§ What to produce: Whenever the string "Highway" appears in a line below, please copy the line out.

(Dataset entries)
* * * * * * * * *
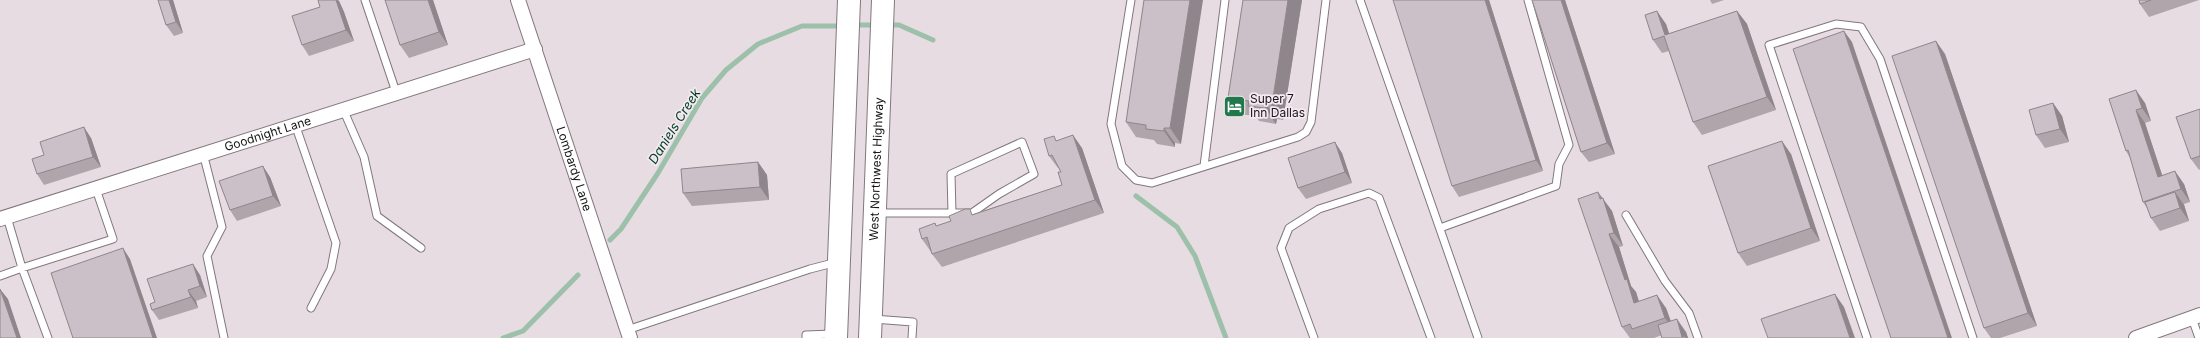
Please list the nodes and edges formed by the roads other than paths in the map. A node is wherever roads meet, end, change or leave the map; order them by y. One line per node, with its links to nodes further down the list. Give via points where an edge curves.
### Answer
1 (365, 0): 11 (lane)
2 (518, 0): 10 (street, Lombardy Lane)
3 (849, 0): 23 (main road)
4 (883, 0): 17 (main road, West Northwest Highway)
5 (1131, 0): 15 (lane, via 1111,124 1122,166 1136,180 1152,183)
6 (1225, 0): 15 (lane)
7 (1326, 0): 15 (lane, via 1311,122 1306,132 1298,137)
8 (1360, 0): 21 (lane)
9 (1528, 0): 21 (lane, via 1569,145 1559,164 1556,186)
10 (535, 49): 11 (street, Goodnight Lane); 30 (street, Lombardy Lane)
11 (396, 92): 12 (street, Goodnight Lane)
12 (343, 109): 13 (street, Goodnight Lane); 22 (lane, via 364,157 377,216)
13 (295, 124): 14 (street, Goodnight Lane); 26 (lane, via 336,243 331,269)
14 (203, 153): 16 (street, Goodnight Lane); 32 (lane, via 222,227 207,256)
15 (1204, 166)
16 (96, 189): 20 (street, Goodnight Lane); 24 (lane, via 112,238)
17 (875, 213): 18 (lane); 28 (main road, West Northwest Highway)
18 (952, 213): 18 (lane, via 972,213 998,194 1034,174 1022,142 951,174)
19 (1626, 214): 38 (lane, via 1665,281 1689,314)
20 (3, 218): 24 (lane)
21 (1440, 228): 37 (lane)
22 (420, 248)
23 (839, 262): 29 (main road); 30 (lane, via 810,268)
24 (22, 268): 25 (lane); 31 (lane)
25 (0, 276)
26 (311, 308)
27 (2196, 317): 41 (street); 42 (lane)
28 (870, 328): 29 (main road); 34 (lane, via 913,322)
29 (837, 330): 33 (lane, via 806,335)
30 (628, 334)
31 (48, 338)
32 (224, 338)
33 (806, 338)
34 (912, 338)
35 (1314, 338): 36 (lane, via 1281,248 1289,228 1319,209 1369,193 1379,198)
36 (1431, 338)
37 (1478, 338)
38 (1698, 338)
39 (1868, 338): 40 (lane, via 1769,45 1836,24 1860,28 1880,59)
40 (1973, 338)
41 (2136, 338)
42 (2199, 338)

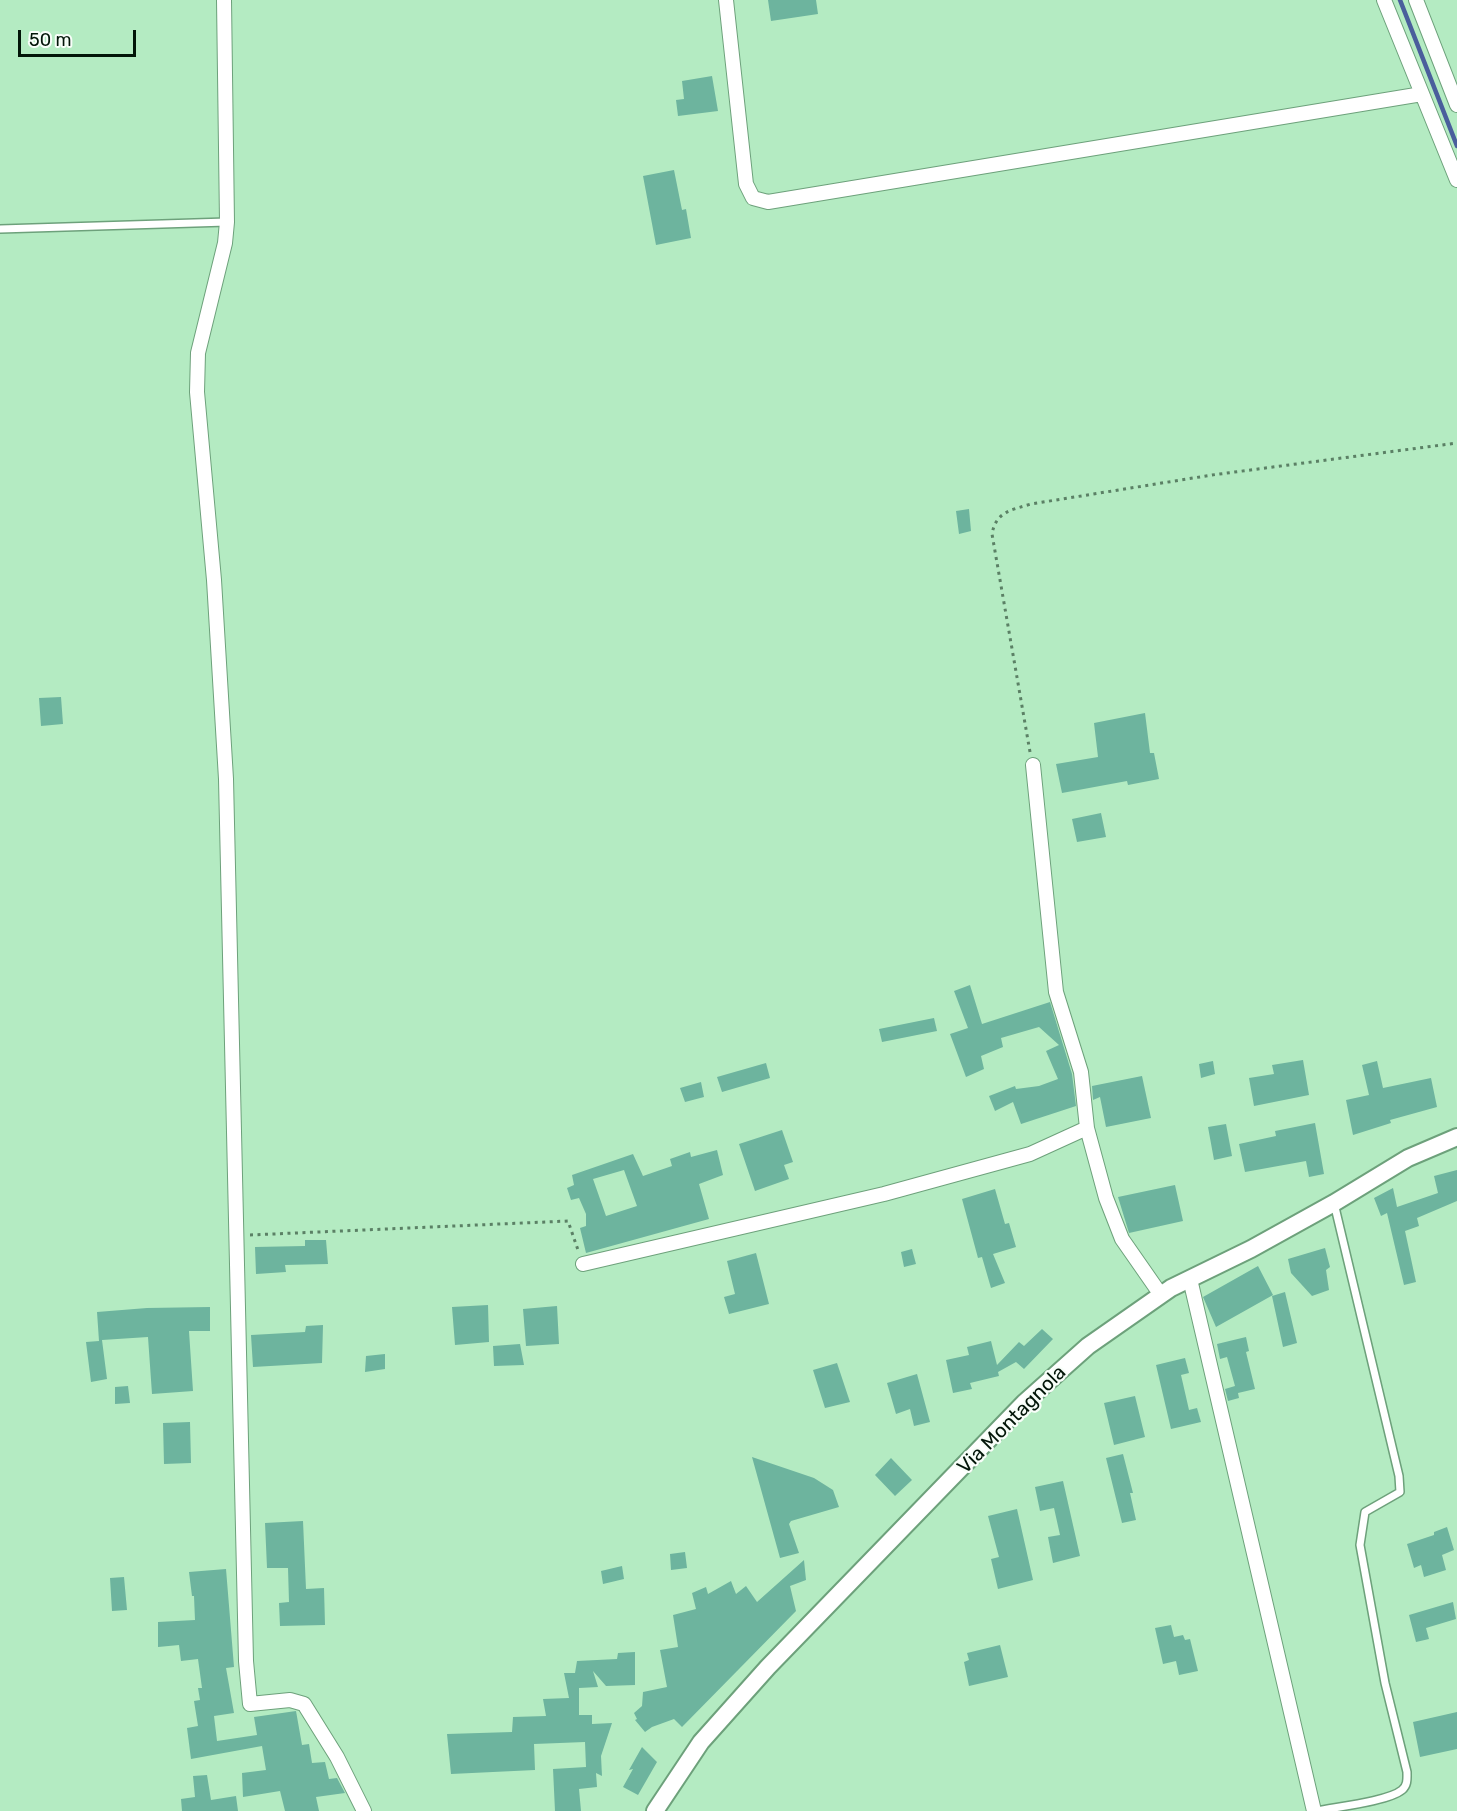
* * * * * * * * *
§ Exercise result:
4 (883, 0): 17 (main road, West Northwest Highway)
17 (875, 213): 18 (lane); 28 (main road, West Northwest Highway)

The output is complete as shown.